Bajwa also questioned Sidhu’s stance in which Sidhu had espoused for trucks with all opposition parties under the INDIA bloc. Bajwa objected to it as the state Congress was the principal opposition party in the Aam Aadmi Party-ruled Punjab.

The state party chief Amarinder Singh Raja Warring, who avoided to comment on the demand of party leaders for Sidhu’s removal from the party, however, said that he would also request Sidhu to come on the party platform to raise issues in the interest of the state.

Sidhu hits back

Sidhu on the other hand, chose to post on X a joint statement released by several former MLAs, namely, Nazar Singh Manshaiah, Kaka Rajinder Singh, Jagdev Singh Kamalu, Vijay Kalra, Maheshinder Singh and Raminder Awla, who tore into LoP Bajwa ruing that neither them nor Sidhu were welcome at the state party programmes.

They wrote: “Respected Bajwa Saab Ji, we Congress office bearers and workers want to ask that neither we nor Navjot Sidhu are invited to Punjab Congress functions. And if we hold a rally on the invitation of party workers for the betterment of Congress with 8,000 persons in attendance, why are we being called bad instead of encouraging us? We, office bearers and workers, are busy day and night for the upliftment of the Congress party. But why are we being discriminated against in the party due to our closeness to Navjot Sidhu”.

“For the last one month, you as the opposition did not hold any big event, while we put the questions of the people …… before the government by holding an open rally’’, they added.

Sidhu’s former advisor Malwinder Malli also blasted Bajwa and others and blamed them for the rout of the party in the last state polls. He said in the post that he (Bajwa) was responsible for the party’s fall to 18 seats from 78 after Channi was announced as the chief ministerial candidate for the 2022 polls by playing the dalit card dismissing Sidhu’s agenda.

Rumblings over tie-up with AAP

Pertinently, the bickering in the party comes at a time when the Congress-backed INDIA bloc was in the final rounds of dialogue on seat sharing for the upcoming 2024 polls to fight BJP-led NDA, while Congress in Punjab seemed to be plagued with internal bickering.

Talks are already rife that several of the senior Congress leaders in Punjab are already rolling up their sleeves against the said grand alliance. Obviously, they included who had either been arrested or booked by the Punjab state vigilance bureau.

In case of dissent on the issue, a vertical split in the state unit of Congress is imminent – causing an adverse impact in the upcoming polls. While the party chief Warring has held that high command was supreme in the context and he would abide by its decision on the alliance, Bajwa has been vocal about his opposition against the alliance.

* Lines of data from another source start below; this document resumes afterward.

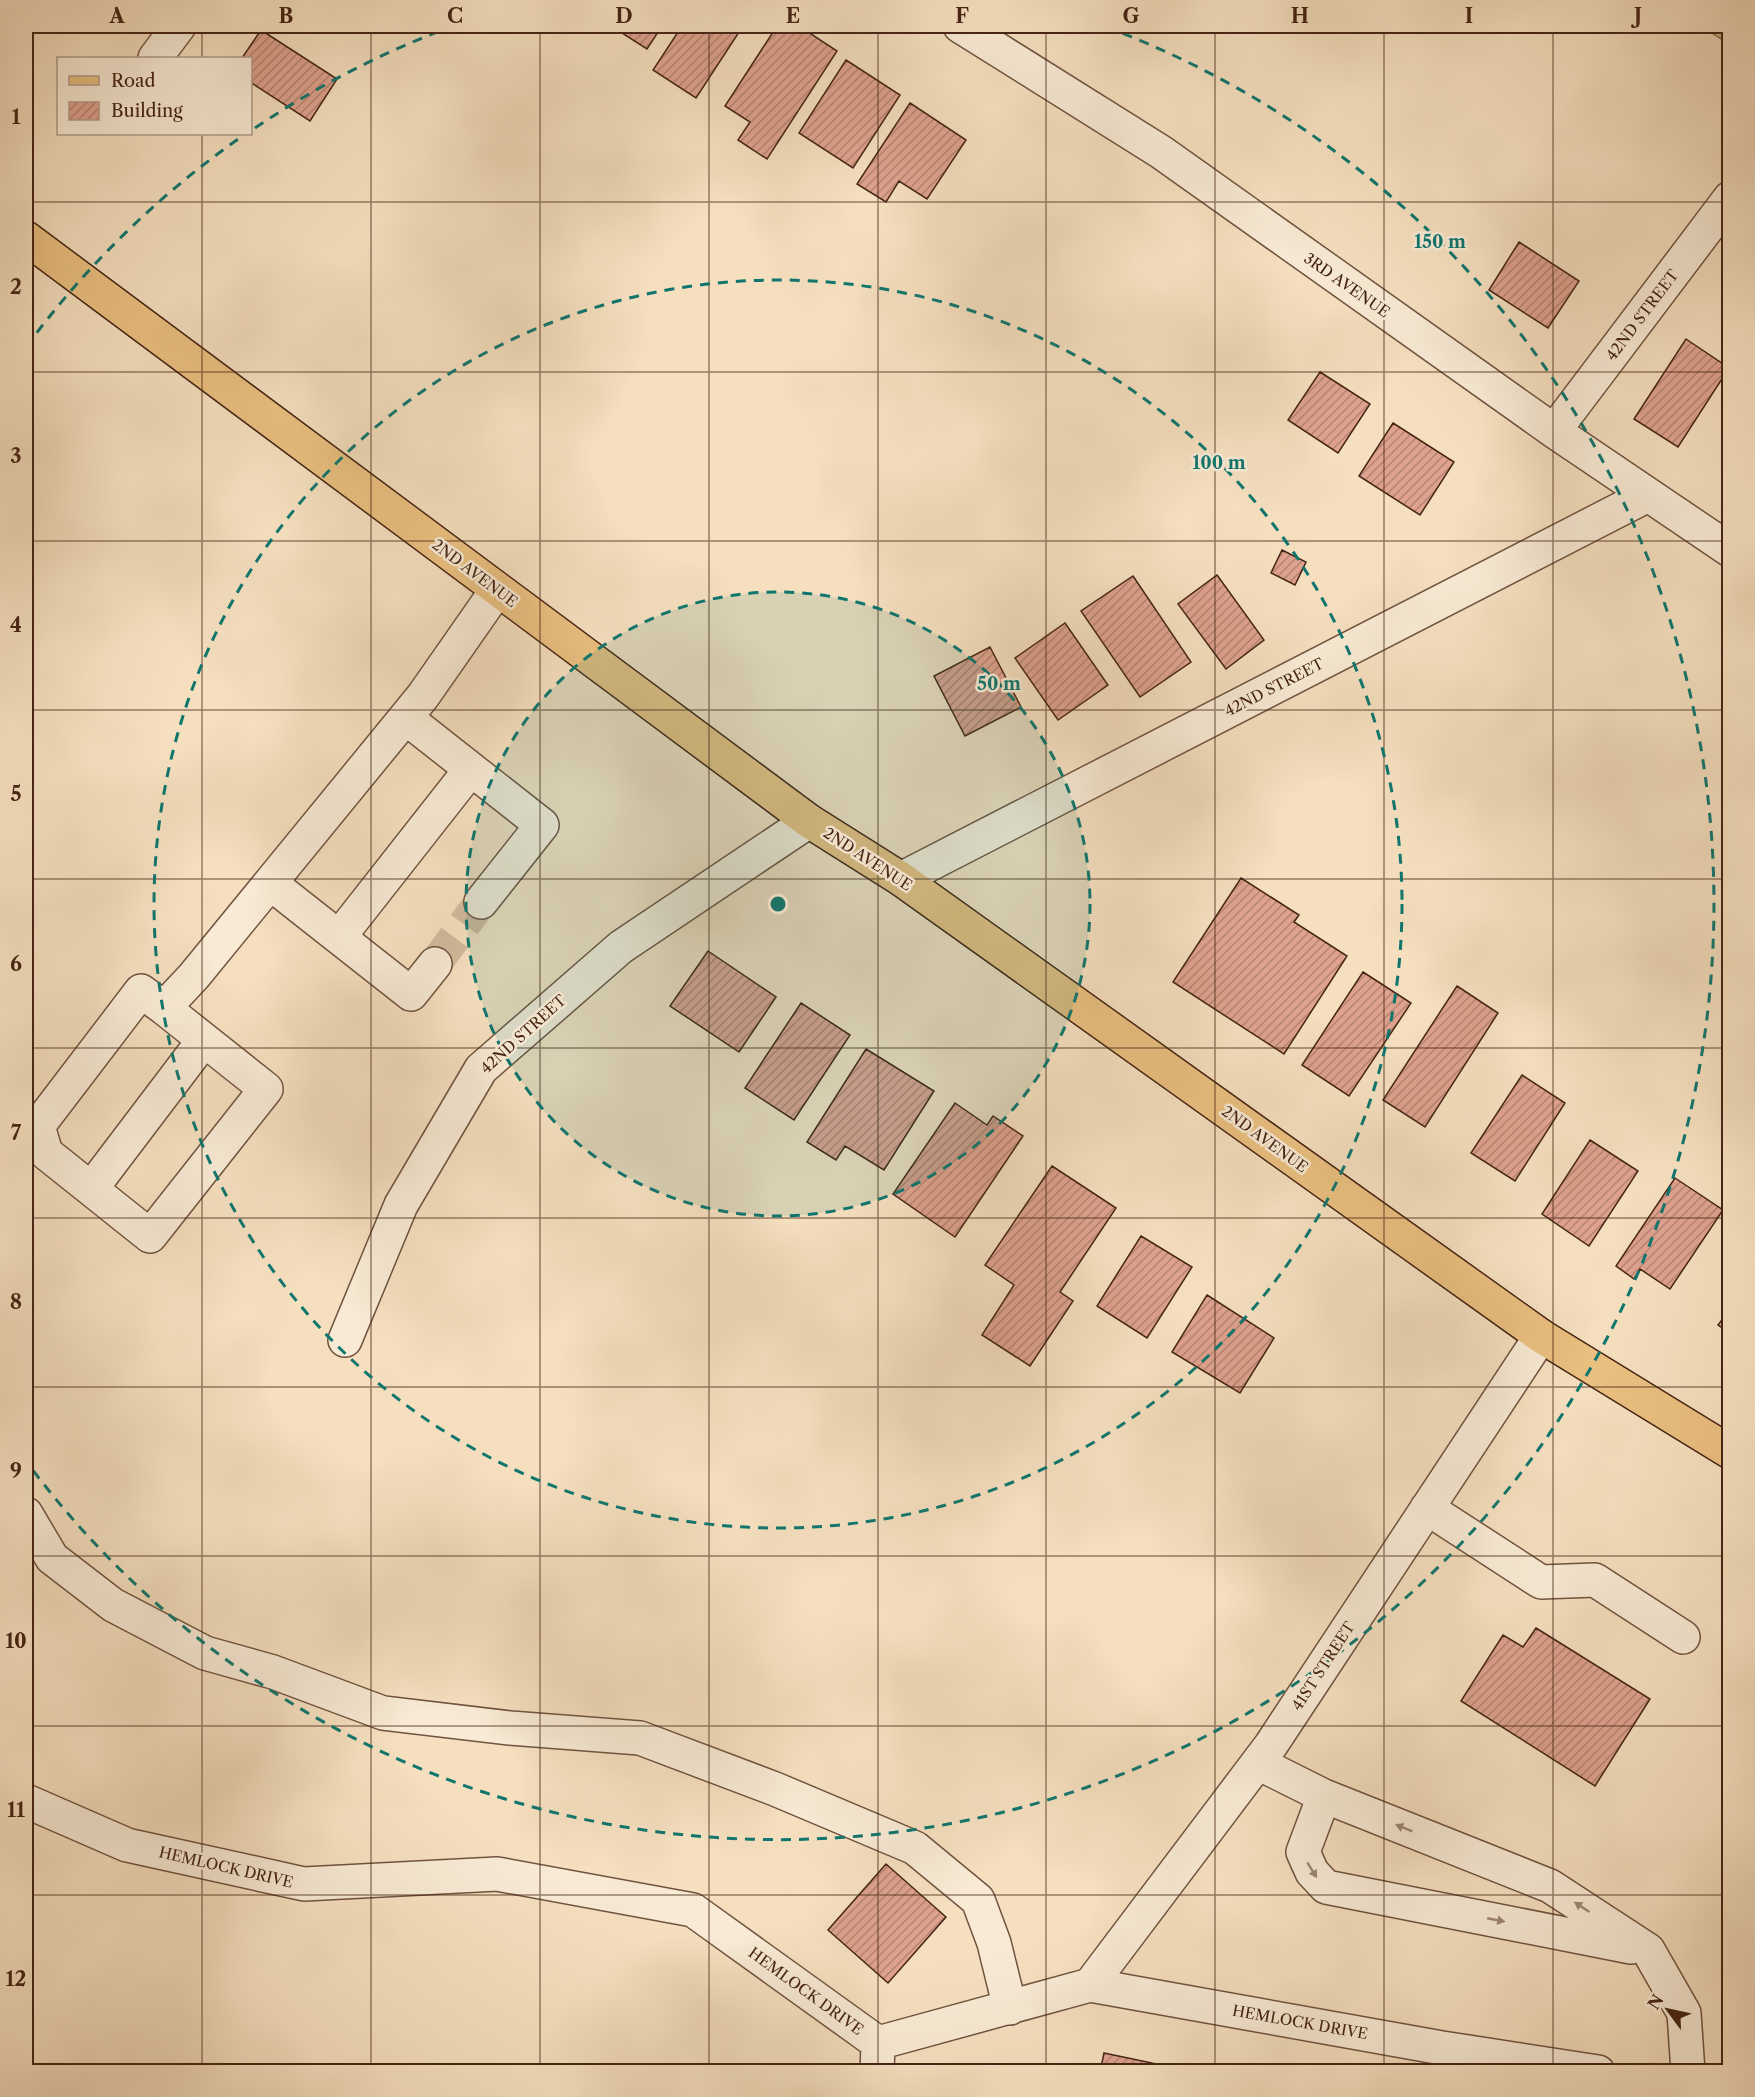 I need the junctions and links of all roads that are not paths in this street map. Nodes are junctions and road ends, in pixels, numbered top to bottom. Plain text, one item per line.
1 (179, 26) edge
2 (960, 26) edge
3 (156, 57) edge
4 (1730, 198) edge
5 (26, 238) edge
6 (1554, 431) junction
7 (1647, 495) junction
8 (1730, 550) edge
9 (497, 590) junction
10 (406, 718) junction
11 (471, 769) junction
12 (809, 821) junction
13 (901, 879) junction
14 (270, 883) junction
15 (481, 902) tunnel mouth
16 (339, 937) junction
17 (435, 964) tunnel mouth
18 (164, 1008) junction
19 (204, 1040) junction
20 (91, 1189) junction
21 (1541, 1336) junction
22 (345, 1340) dead end
23 (1730, 1452) edge
24 (1427, 1508) junction
25 (26, 1514) edge
26 (1683, 1637) dead end
27 (1258, 1763) junction
28 (1324, 1797) junction
29 (26, 1801) edge
30 (1648, 1950) junction
31 (1090, 1985) junction
32 (1010, 2008) junction
33 (877, 2057) edge
34 (1598, 2072) edge
35 (1688, 2072) edge

1 - 3 street
2 - 6 street, 3RD AVENUE
4 - 6 street, 42ND STREET
5 - 9 main road, 2ND AVENUE
6 - 7 street, 3RD AVENUE
7 - 8 street, 3RD AVENUE
7 - 13 street, 42ND STREET
9 - 10 street
9 - 12 main road, 2ND AVENUE
10 - 11 street
10 - 14 street
11 - 15 street
11 - 16 street
12 - 13 main road, 2ND AVENUE
12 - 22 street, 42ND STREET
13 - 21 main road, 2ND AVENUE
14 - 16 street
14 - 18 street
16 - 17 street
18 - 19 street
18 - 20 street
19 - 20 street
19 - 20 street
21 - 23 main road, 2ND AVENUE
21 - 24 street, 41ST STREET
24 - 26 street
24 - 27 street, 41ST STREET
25 - 32 street
27 - 28 street
27 - 31 street, 41ST STREET
30 -> 28 street
28 -> 30 street
29 - 33 street, HEMLOCK DRIVE
30 - 35 street
31 - 32 street, HEMLOCK DRIVE
31 - 34 street, HEMLOCK DRIVE
32 - 33 street, HEMLOCK DRIVE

Several other senior leaders have also pointedly opposed it with a few even terming ruling chief minister Bhagwant Mann-led Aam Aadmi Party (AAP) to be a B-team of BJP.

Kharge seeks details

However, it is in the wake of the ongoing tiff that the AICC president Mallikarjun Kharge is reported to have sought details of all the remarks of Sidhu, Bajwa and all the others in the context.

Meanwhile, according to media reports, Warring is also said to have written to Punjab party affairs incharge about Sidhu’s stance even as he has also been flagging – without naming Sidhu – the need for discipline in the party and saying that it was not right to speak against party leaders in public. Also, according to information, Warring had also written to party leadership last year seeking that a show-cause notice be issued to Sidhu for his alleged anti-party activities.

The leaders backing Sidhu, on the other hand, are also said to have brought the matter about the rival camp to the notice of party high command.

However, the bottom-line seems to be that the bickering which caused irreparable damage to Congress in 2022 assembly polls, is back in the state Congress ahead of May 2024 general elections. What would be its impact or the extent of damage, only time will tell.